No one likes to experience bouts of stress or anxiety -- and when it becomes a chronic occurrence, its impact can go from a little annoyance to a health hazard. Whether you're experiencing an isolated, high-stress situation or you're one of the 40 million Americans who suffer from anxiety disorder, your physical reaction to the emotion can affect you in more ways than you may have realized. Read on to discover how anxiety changes your body, whether it's your immediate reaction to stress or a long-term battle.
When the body first suffers from anxiety, you may experience...
Throat troubles. That croaky, squeaky voice that seems to have possessed your vocal chords is your immediate reaction to a stressful situation. When anxious feelings creep in, fluids are diverted to more essential locations in the body, causing spasms in the throat muscles. This results in tightness, making it dry and difficult to swallow.
Liver reactions. When the body undergoes stress and anxiety, the adrenal system produces an excessive amount of the stress hormone cortisol. That hormone production leads the liver to produce more glucose, the high-energy blood sugar that engages your "fight or flight" reactions. For most people, this extra blood sugar in the body can be simply reabsorbed with no real damage. However, for those at risk for diabetes, the extraneous blood sugar could potentially cause health issues.
Skin reactions. That cold, clammy sweat or your warm, flushed cheeks is the body's outward sign of immediate stress -- all due to a change in blood flow. When we experience anxiety, the body's "fight or flight" system pushes more blood to your muscles -- a useful reaction when there's an immediate need for it. However, a long-term, overexposure to this reaction has the potential to make the skin age faster. Other skin reactions include perspiration and even increases in histamine, which can result in swelling. According to the University of Maryland Medical Center, severe stress and anxiety can also trigger eczema outbreaks.

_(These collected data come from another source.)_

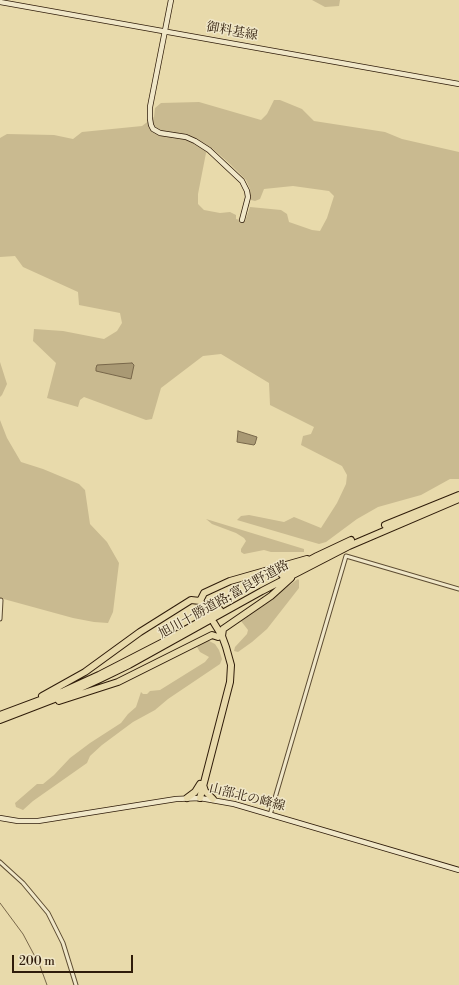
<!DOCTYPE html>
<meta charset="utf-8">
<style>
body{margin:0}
#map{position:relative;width:459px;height:985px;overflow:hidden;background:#e8daab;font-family:"Libre Bodoni",serif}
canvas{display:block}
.scale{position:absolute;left:12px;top:955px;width:121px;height:18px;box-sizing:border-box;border:2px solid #2f1c0a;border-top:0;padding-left:5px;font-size:12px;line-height:14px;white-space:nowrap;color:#2f1c0a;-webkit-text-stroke:3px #f0e7c8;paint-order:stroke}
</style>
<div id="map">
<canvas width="459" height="985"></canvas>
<div class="scale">200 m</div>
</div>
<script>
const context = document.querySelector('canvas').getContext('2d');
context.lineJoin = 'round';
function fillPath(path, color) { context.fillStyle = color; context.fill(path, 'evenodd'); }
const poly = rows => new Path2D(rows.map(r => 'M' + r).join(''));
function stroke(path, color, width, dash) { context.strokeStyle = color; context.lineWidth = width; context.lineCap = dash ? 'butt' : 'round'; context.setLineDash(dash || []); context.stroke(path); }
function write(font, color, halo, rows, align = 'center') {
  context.font = font + ' "Libre Bodoni","Noto Serif JP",serif'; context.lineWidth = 3; context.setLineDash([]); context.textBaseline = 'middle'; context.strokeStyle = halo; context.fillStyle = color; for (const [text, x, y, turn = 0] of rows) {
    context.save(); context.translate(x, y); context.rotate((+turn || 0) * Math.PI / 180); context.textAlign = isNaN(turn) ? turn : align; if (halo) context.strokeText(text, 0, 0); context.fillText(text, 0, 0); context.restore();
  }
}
const green = poly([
 [312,0,340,0,339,6,325,7],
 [274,100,280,100,302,109,314,121,385,132,402,139,459,152,459,479,450,479,421,495,378,507,357,519,326,542,319,544,237,520,241,516,249,515,284,522,294,517,321,528,337,503,346,484,347,475,342,466,301,445,303,436,311,434,314,427,270,405,269,383,221,354,203,356,161,388,152,419,146,420,84,397,80,400,78,407,47,398,56,363,33,341,34,329,63,331,104,339,117,331,122,323,120,313,79,305,78,292,23,267,15,256,0,257,0,138,7,134,54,135,73,139,82,132,142,126,154,117,155,108,161,103,199,102,261,120,267,114],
 [212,148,230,164,246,180,250,189,251,200,255,201,260,199,264,189,293,186,329,191,334,196,327,218,320,231,312,230,289,222,287,214,281,210,250,207,245,221,236,219,236,215,230,212,220,213,204,210,198,204,198,194,206,153],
 [0,362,7,384,2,395,0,397],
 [0,420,7,438,21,462,43,469,79,484,85,490,90,524,107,542,119,563,113,612,108,623,94,622,73,618,0,598],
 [206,519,304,549,304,552,271,552,264,550,244,554,241,552,241,549,246,541,244,538,236,533,212,524],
 [298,579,299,580,299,588,267,629,252,642,238,652,234,651,235,647,247,634,248,630,241,621,243,619],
 [207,640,215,644,219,650,222,659,220,664,168,699,155,710,133,722,102,745,90,756,87,763,33,801,23,810,16,807,15,803,37,784,43,784,54,775,70,758,90,743,121,723,128,714,136,707,141,692,143,694,147,694,150,691,160,690,205,662,209,657,200,652,197,647]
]);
const water = poly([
 [132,363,134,365,131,379,96,371,96,368,97,365,132,363],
 [238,431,257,437,255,444,254,445,237,442,238,431]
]);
const stream = poly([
 [0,903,23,934,40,966,47,985]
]);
const street = poly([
 [0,619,1,600],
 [270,815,346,556,459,589],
 [0,862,23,883,48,913,63,943,76,985]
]);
const secondary = poly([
 [171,0,150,107,150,119,151,125,153,129,160,133,186,137,195,141,209,150,242,181,247,191,248,197,242,220],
 [0,2,459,84],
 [0,818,18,821,38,821,176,799,200,798,234,804,459,870]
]);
const highway = poly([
 [385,525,459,495],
 [282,575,317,556,351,540],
 [201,604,200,601,204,593,230,581,307,559],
 [222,636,223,629,271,596,291,578],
 [42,696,85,672,140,632,191,600,200,601,208,613],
 [59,701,118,682,212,635,218,637],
 [0,715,64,691,99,675,167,640,220,610],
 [0,720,65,695,100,679,129,665,262,591,349,546,459,499],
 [203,785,205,791,213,799],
 [187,798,195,792,200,784],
 [200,798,230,682,231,665,226,647,222,636,214,623]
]);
const streetNames = [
 ["御料基線",232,32,10],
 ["旭川十勝道路;富良野道路",224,600,-29],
 ["山部北の峰線",247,798,14]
];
fillPath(green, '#c9ba90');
fillPath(water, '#a99974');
stroke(water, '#78674a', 1);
stroke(stream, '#78674a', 1);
stroke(street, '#5d4c32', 5);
stroke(secondary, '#2f1c0a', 6);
stroke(highway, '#2f1c0a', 8);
stroke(street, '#f0e7c8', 3);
stroke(secondary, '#f0e7c8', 4.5);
stroke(highway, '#e8daab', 6);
write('13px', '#2f1c0a', '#f0e7c8', streetNames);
</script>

An active spleen. Anxiety doesn't just engage the obvious organs like our brains and our hearts, but it even affects internal functions like our spleens and blood cells. In order to distribute more oxygen to the body that may have been depleted during the stressful situation, the spleen discharges extra red and white blood cells. Your blood flow also increases by 300 to 400 percent during this process in order to prep the rest of the body for added demands.
Tense muscles. When you start to feel anxious, the body naturally tightens up, creating strain on large muscle groups. Chronic stress and anxiety can exacerbate this tension, which can result in headaches, stiff shoulders, neck pain and even migraines. People in a constant state of stress also are at a higher risk for chronic musculoskeletal disorders.

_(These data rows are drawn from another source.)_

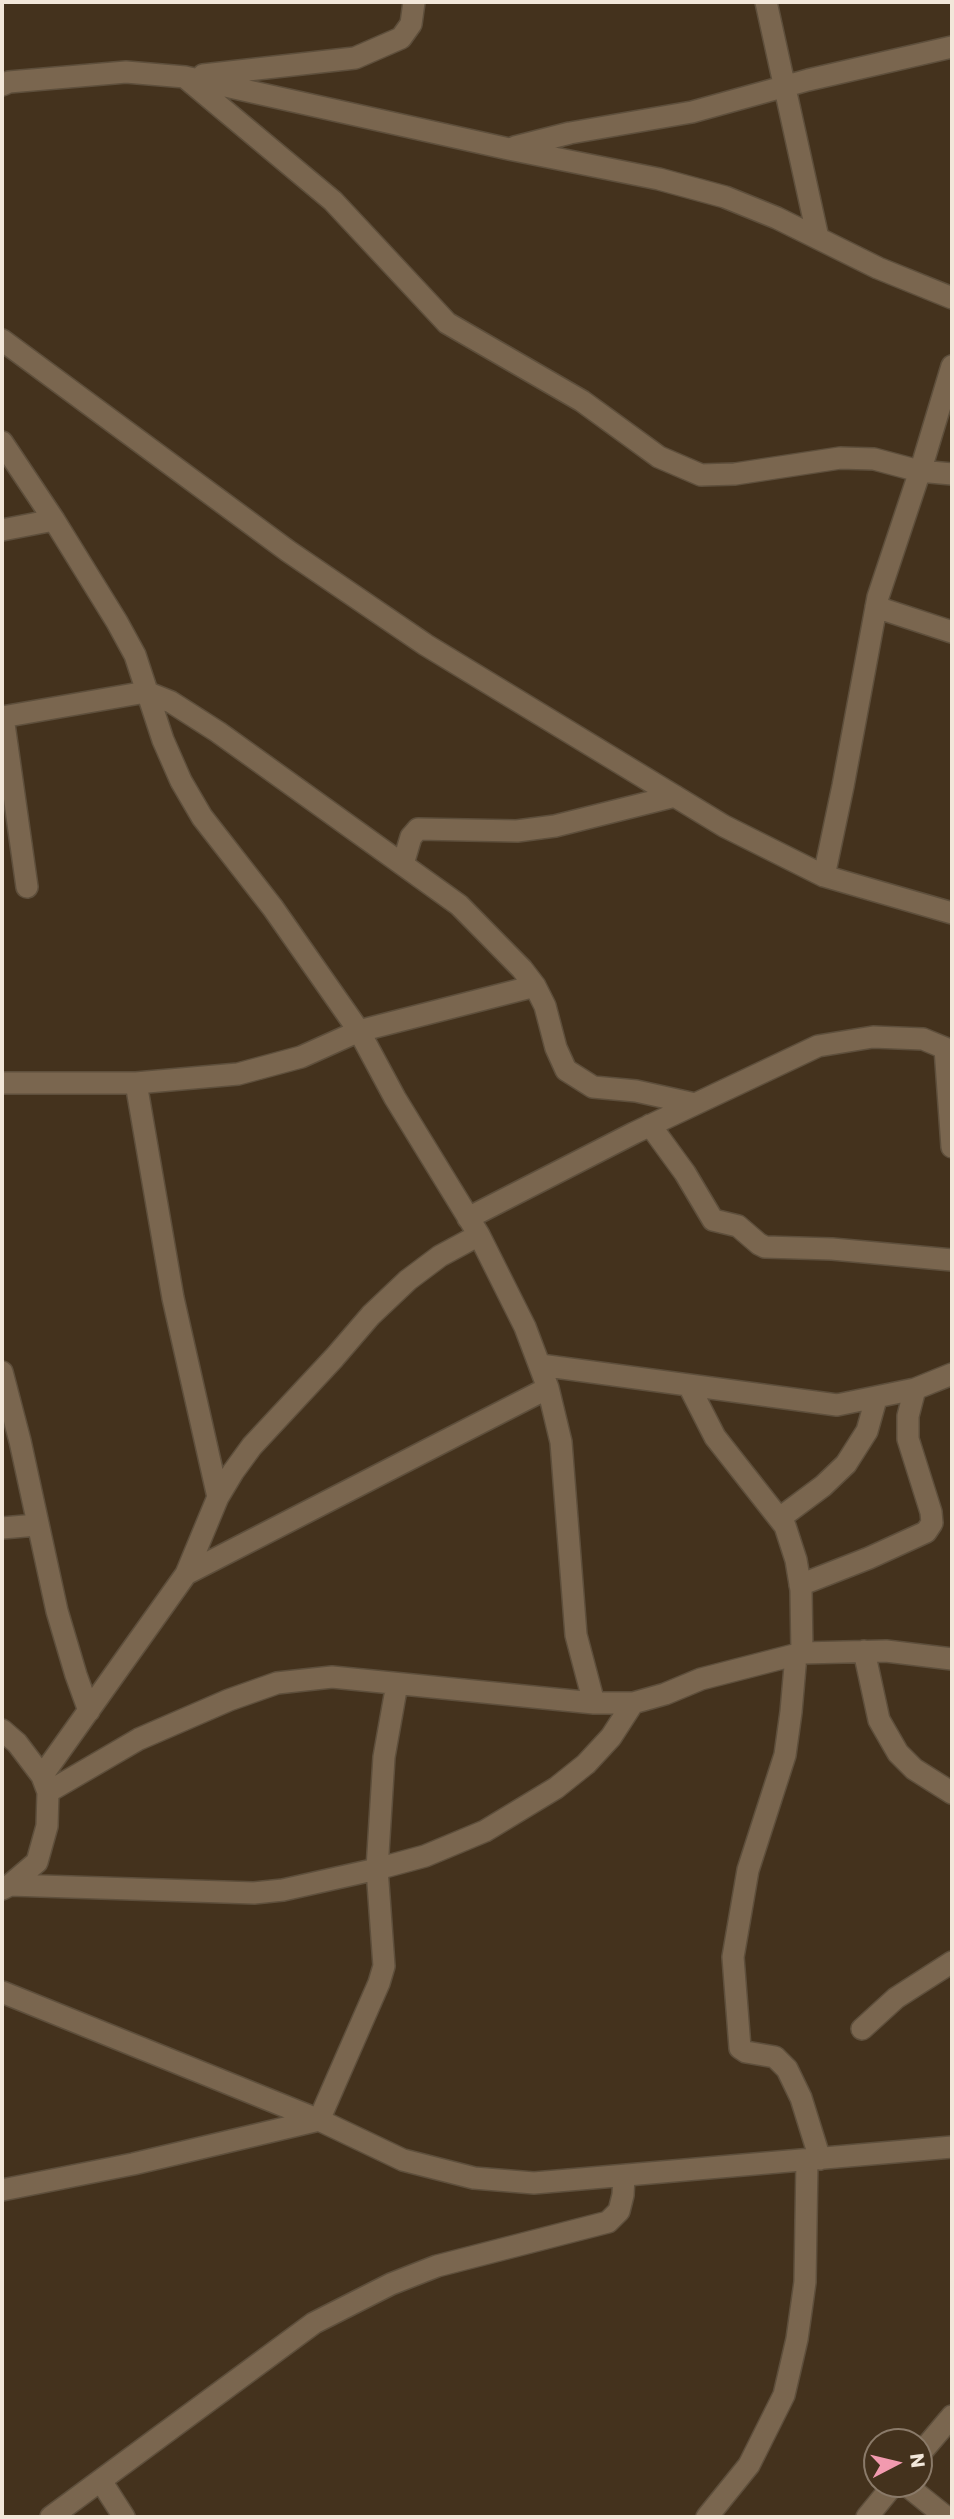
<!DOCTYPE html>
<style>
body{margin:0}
#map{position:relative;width:954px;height:2519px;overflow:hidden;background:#44321d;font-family:Poppins,sans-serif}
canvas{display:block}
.frame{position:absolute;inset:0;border:4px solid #f2e7da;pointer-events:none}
.north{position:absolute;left:863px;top:2428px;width:70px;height:70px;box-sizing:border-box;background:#44321d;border:2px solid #8a7a69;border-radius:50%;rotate:83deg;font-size:19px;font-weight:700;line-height:28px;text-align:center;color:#f2e7da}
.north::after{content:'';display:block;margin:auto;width:24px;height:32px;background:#f29aaf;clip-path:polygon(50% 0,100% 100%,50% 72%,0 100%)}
</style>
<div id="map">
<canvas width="954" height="2519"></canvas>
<div class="frame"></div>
<div class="north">N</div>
</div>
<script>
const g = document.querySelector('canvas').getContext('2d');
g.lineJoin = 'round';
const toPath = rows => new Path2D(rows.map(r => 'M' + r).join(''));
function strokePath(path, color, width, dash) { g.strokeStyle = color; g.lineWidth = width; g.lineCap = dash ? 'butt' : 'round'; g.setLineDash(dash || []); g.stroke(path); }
const minor = toPath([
 [766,2,818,238],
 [203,75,355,58,401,38,411,24,414,2],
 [187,79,333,201,447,323,582,401,659,457,701,475,735,474,840,458,874,459,919,471,952,474],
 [2,85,9,82,126,72,185,77,509,149,659,179,725,197,777,218,878,268,952,298],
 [515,147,570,133,692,112,808,80,952,47],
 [2,340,288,551,426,645,724,826,824,876,952,913],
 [2,442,54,520,117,622,135,655,163,740,181,781,202,817,273,908,359,1031,395,1098,479,1235,525,1327,548,1388,561,1442,576,1635,594,1703],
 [2,530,54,520],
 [876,607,952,632],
 [2,717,146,692,171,702,218,732,459,905,522,969,535,986,545,1006,556,1048,566,1070,593,1087,636,1091,695,1104],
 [3,717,27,887],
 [403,864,411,837,418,829,517,831,555,826,675,796],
 [824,876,843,786,878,597,924,459,952,366],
 [945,1048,952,1147],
 [2,1083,136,1083,238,1074,301,1057,359,1031,535,986],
 [136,1083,173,1298,218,1497],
 [650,1125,685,1173,713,1220,738,1226,759,1244,765,1247,832,1249,952,1260],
 [468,1218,634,1133,818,1046,873,1037,923,1039,952,1051],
 [540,1365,837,1405,915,1389,952,1374],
 [2,1372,20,1441,57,1611,76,1675,89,1711],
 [689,1386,715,1437,785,1526,796,1560,801,1590,802,1653],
 [780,1518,823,1486,846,1464,867,1431,876,1399],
 [2,1528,37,1525],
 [186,1574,548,1388],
 [800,1585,869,1558,926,1532,932,1523,931,1512,908,1439,908,1416,915,1389],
 [864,1651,879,1720,898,1753,914,1769,952,1793],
 [796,1655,791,1712,785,1755,748,1870,733,1957,740,2048,746,2052,775,2057,787,2069,801,2098,820,2159],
 [2,1730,17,1743,42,1776],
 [48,1792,139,1739,229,1700,277,1683,332,1677,594,1703,633,1703,665,1694,701,1679,802,1653,886,1651,952,1659],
 [10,1885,254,1893,283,1890,377,1869,425,1856,485,1831,556,1788,586,1764,611,1737,633,1703],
 [2,1889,10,1885,37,1862,47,1826,48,1792,42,1776,186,1574,218,1497,233,1472,252,1446,334,1358,371,1315,408,1280,440,1256,479,1235],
 [2,1992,319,2120,403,2160,474,2178,534,2183,952,2147],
 [862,2029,896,1998,952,1962],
 [2,2190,133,2164,319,2120,379,1983,384,1966,377,1869,384,1757,397,1684],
 [919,2455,952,2416],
 [101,2481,124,2517],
 [905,2484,946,2517],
 [51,2517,314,2323,391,2284,437,2266,608,2222,619,2211,623,2195,624,2176],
 [707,2517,749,2465,784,2395,797,2339,805,2282,807,2160],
 [867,2517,894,2484]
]);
strokePath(minor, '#5e4f3c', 24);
strokePath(minor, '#7a664f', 21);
</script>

After a while, chronic anxiety can have an effect on...
Your heart. Anxiety and chronic stress sufferers are more at risk for cardiovascular problems due to a constant increased heart rate, elevated blood pressure and overexposure to cortisol. According to the American Psychological Association, long-term stress can also lead to hypertension, arrhythmias and an increased risk for heart attack or stroke.
Your lungs. Studies have shown that there is a relationship between those who suffer from anxiety disorders and asthma. People who suffer from asthma are also more likely to experience panic attacks. According to research conducted by the University of Sao Paulo, there could also be a link between anxiety, asthma and its effects on balance.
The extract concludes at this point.